Hanging out with Gracie doesn’t change that exactly, but she has this way of making me feel like it doesn’t matter. I can say what I want to her. I can relax.

‘Dare you to put that whole packet of lollies in your mouth, Alyce. Come on, I dare you,’ she says. So I do.

I think if I had a kid I’d tell them to just make their own puzzle, make it whatever shape they want.

 

GRACIE

Who do you sit next to on the bus, Jane? I text on my way home. I figure it’s about time I asked.

 

JANE

What bus? You’re crazy, Faltrain, that’s why I miss you.

 

MARTIN

I waited for her after the match today. I figured she’d show up at the ground like she always does. She didn’t.

I don’t like the ground when it’s quiet. There’s too much room to think. All this space reminds me of Mum and how on Sunday afternoons she’d sit on the couch reading. Her eyes were on the words but then you’d get up a bit closer and see that she was sort of looking through the print. It was like she was seeing something on the other side. Something no one else could.

I’d touch her arm and she’d blink a bit and then look at me like we were meeting for the first time. I keep dreaming about that look. It’s what made me wake up all those years ago, feeling like I wanted to be sick.

 

HELEN

Gracie has gone to Alyce’s for the afternoon. I come home from a movie and he is there when I walk in.

‘What are you doing here?’ I ask as he laughs at my surprise.

‘Waiting for you and Gracie of course,’ he says, like nothing has changed.

We eat dinner, say things like, ‘Pass the salt’ and ‘This meat is delicious’. The light is fading outside and we sit in shadow until Gracie comes home and switches on the light.

 

GRACIE

I flick on the light and just for a minute they don’t look like Mum or Dad at all. They look like two people I’ve never met before. The scariest thing is that they look like they’ve never met each other. For a minute I feel like I’m in one of those dreams where I’m hanging on to the edge of a steep cliff. One finger at a time is curling away from the edge. It’s so real I can actually feel the fear circling through my chest and then down to my toes. And in this dream, I can’t fly.
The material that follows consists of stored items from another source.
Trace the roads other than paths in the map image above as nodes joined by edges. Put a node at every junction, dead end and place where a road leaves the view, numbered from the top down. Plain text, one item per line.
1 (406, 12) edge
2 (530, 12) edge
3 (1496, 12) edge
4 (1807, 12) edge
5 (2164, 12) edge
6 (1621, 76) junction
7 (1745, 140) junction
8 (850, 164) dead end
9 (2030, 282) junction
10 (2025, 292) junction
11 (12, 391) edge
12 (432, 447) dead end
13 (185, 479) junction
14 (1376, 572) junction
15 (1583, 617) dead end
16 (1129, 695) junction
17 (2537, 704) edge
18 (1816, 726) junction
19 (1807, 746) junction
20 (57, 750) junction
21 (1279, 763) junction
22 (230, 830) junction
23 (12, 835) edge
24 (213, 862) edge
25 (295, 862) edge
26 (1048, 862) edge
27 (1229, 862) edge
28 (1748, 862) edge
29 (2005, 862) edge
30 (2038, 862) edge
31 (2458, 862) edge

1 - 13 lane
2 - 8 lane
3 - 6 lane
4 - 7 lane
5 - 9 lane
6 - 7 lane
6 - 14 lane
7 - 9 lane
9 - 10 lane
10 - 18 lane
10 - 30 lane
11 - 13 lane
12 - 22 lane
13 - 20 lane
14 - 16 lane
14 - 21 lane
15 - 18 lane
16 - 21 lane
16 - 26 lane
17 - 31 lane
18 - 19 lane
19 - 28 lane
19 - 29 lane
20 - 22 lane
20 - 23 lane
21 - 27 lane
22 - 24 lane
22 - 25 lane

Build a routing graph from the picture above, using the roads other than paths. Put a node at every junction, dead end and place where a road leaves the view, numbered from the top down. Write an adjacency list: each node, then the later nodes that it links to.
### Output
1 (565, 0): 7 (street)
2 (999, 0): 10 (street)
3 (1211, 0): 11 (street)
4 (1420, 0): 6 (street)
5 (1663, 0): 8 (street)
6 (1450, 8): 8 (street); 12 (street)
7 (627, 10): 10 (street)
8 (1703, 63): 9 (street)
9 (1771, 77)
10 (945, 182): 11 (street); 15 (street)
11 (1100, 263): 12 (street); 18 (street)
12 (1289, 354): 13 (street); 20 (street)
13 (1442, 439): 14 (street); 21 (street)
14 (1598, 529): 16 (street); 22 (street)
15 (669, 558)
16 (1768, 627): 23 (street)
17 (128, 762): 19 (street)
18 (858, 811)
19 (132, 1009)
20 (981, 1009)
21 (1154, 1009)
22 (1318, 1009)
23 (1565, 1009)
They smile and the strangeness passes. Dad hugs me so tightly that it’s hard to breathe. Mum turns on the telly and the room fills with other people’s sounds. There is a strange feeling, like if we don’t open the windows we’ll all suffocate. I’m too scared to sleep tonight, because the edge of that cliff doesn’t seem all that far away.

 

HELEN

I don’t know if I can go back to him. Those threads that hold Gracie and me were woven tightly around Bill too but he broke them. How do I know they can be spun again? How do I know they’ll be one, spun the same length, the same colour, running from our hearts to his? And what happens to Gracie if we try, and realise that there’s nothing connecting us at all?